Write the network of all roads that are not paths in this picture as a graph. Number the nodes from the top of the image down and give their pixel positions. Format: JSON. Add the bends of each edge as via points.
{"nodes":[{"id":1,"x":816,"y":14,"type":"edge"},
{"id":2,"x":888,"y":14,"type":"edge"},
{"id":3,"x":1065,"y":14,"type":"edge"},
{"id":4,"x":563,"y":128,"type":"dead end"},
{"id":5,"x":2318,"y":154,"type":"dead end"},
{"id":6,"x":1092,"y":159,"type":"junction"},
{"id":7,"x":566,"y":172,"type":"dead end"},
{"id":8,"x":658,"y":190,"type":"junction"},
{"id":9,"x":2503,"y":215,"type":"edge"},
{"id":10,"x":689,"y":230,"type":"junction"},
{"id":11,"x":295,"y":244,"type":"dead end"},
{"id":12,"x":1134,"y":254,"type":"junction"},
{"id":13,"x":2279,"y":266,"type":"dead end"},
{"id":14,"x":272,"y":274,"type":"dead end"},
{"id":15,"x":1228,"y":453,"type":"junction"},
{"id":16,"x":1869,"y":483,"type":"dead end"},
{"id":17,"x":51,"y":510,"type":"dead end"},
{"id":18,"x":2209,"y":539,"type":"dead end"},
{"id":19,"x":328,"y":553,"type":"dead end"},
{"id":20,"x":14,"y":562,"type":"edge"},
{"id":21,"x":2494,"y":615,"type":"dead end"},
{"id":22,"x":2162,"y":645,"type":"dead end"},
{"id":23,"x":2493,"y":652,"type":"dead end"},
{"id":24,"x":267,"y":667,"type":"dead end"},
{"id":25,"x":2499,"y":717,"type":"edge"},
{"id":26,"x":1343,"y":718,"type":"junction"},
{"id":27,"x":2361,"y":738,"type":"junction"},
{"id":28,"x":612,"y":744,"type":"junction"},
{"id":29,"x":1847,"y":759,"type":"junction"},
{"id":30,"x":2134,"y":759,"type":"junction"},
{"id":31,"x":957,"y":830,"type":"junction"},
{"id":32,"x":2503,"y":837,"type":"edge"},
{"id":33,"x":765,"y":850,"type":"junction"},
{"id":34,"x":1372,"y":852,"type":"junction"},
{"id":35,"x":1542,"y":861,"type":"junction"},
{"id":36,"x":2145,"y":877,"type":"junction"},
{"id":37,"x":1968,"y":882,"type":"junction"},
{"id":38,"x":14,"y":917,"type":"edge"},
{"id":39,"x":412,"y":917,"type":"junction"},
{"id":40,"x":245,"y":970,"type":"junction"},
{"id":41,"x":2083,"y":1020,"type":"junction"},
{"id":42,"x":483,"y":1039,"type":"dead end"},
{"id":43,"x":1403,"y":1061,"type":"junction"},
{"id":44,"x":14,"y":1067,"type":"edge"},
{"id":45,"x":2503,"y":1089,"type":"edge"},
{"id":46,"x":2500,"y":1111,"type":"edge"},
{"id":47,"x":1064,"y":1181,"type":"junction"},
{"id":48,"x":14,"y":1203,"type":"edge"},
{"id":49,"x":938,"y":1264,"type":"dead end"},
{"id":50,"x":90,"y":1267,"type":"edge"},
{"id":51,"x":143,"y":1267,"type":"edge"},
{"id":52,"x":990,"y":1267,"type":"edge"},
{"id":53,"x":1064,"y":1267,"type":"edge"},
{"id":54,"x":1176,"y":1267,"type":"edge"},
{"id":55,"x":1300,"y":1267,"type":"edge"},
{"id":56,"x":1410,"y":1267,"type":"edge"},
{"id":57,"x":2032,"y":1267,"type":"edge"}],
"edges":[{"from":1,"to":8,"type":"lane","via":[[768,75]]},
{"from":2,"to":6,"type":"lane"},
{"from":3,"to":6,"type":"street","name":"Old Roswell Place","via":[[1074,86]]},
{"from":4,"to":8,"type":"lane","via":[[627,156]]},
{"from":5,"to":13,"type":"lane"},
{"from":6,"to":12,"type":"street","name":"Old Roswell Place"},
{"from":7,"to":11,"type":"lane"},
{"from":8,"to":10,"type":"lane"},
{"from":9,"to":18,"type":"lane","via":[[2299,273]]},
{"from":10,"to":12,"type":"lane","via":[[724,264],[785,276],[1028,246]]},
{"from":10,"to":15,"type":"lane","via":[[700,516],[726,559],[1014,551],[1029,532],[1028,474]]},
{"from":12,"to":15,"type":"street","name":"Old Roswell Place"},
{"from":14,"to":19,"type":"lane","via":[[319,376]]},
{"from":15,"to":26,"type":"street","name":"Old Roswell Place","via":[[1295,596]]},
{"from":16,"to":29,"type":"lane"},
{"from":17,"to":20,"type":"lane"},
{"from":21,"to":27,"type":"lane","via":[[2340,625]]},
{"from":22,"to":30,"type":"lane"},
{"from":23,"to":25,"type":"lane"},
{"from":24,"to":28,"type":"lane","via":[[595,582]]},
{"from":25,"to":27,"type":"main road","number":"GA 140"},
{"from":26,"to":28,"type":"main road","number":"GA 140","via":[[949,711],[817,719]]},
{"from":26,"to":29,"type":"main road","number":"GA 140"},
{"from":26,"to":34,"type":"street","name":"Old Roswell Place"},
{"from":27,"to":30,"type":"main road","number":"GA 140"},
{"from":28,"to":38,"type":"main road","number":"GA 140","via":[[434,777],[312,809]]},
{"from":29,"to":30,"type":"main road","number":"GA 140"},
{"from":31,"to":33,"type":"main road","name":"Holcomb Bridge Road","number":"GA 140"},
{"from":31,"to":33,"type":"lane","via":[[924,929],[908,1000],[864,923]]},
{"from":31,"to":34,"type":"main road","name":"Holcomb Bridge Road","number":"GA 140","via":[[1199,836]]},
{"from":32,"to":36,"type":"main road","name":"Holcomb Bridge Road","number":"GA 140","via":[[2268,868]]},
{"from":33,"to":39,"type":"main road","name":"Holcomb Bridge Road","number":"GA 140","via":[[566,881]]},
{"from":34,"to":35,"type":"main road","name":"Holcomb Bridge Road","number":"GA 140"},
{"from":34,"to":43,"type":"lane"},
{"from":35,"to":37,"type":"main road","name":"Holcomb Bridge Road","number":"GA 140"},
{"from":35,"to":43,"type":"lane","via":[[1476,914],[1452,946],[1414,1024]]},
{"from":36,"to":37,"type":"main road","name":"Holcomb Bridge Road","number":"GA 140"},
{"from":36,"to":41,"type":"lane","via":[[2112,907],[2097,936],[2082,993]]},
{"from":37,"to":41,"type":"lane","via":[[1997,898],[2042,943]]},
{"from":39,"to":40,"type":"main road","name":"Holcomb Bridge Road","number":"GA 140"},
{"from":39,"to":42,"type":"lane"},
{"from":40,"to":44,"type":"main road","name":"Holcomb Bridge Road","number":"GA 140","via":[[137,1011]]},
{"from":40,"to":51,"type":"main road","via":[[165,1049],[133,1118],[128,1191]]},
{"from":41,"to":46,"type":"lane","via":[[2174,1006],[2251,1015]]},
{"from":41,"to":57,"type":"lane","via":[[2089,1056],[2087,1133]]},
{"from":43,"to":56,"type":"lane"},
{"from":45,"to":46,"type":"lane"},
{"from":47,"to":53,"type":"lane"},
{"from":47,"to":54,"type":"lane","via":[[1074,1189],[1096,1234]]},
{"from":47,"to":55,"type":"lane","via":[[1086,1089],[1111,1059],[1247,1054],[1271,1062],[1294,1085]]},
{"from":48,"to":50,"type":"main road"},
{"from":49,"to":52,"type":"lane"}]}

### What is required
Your answer must be a single number: the count of lines in the data that contain the string "Roswell".

### Answer to this exercise
5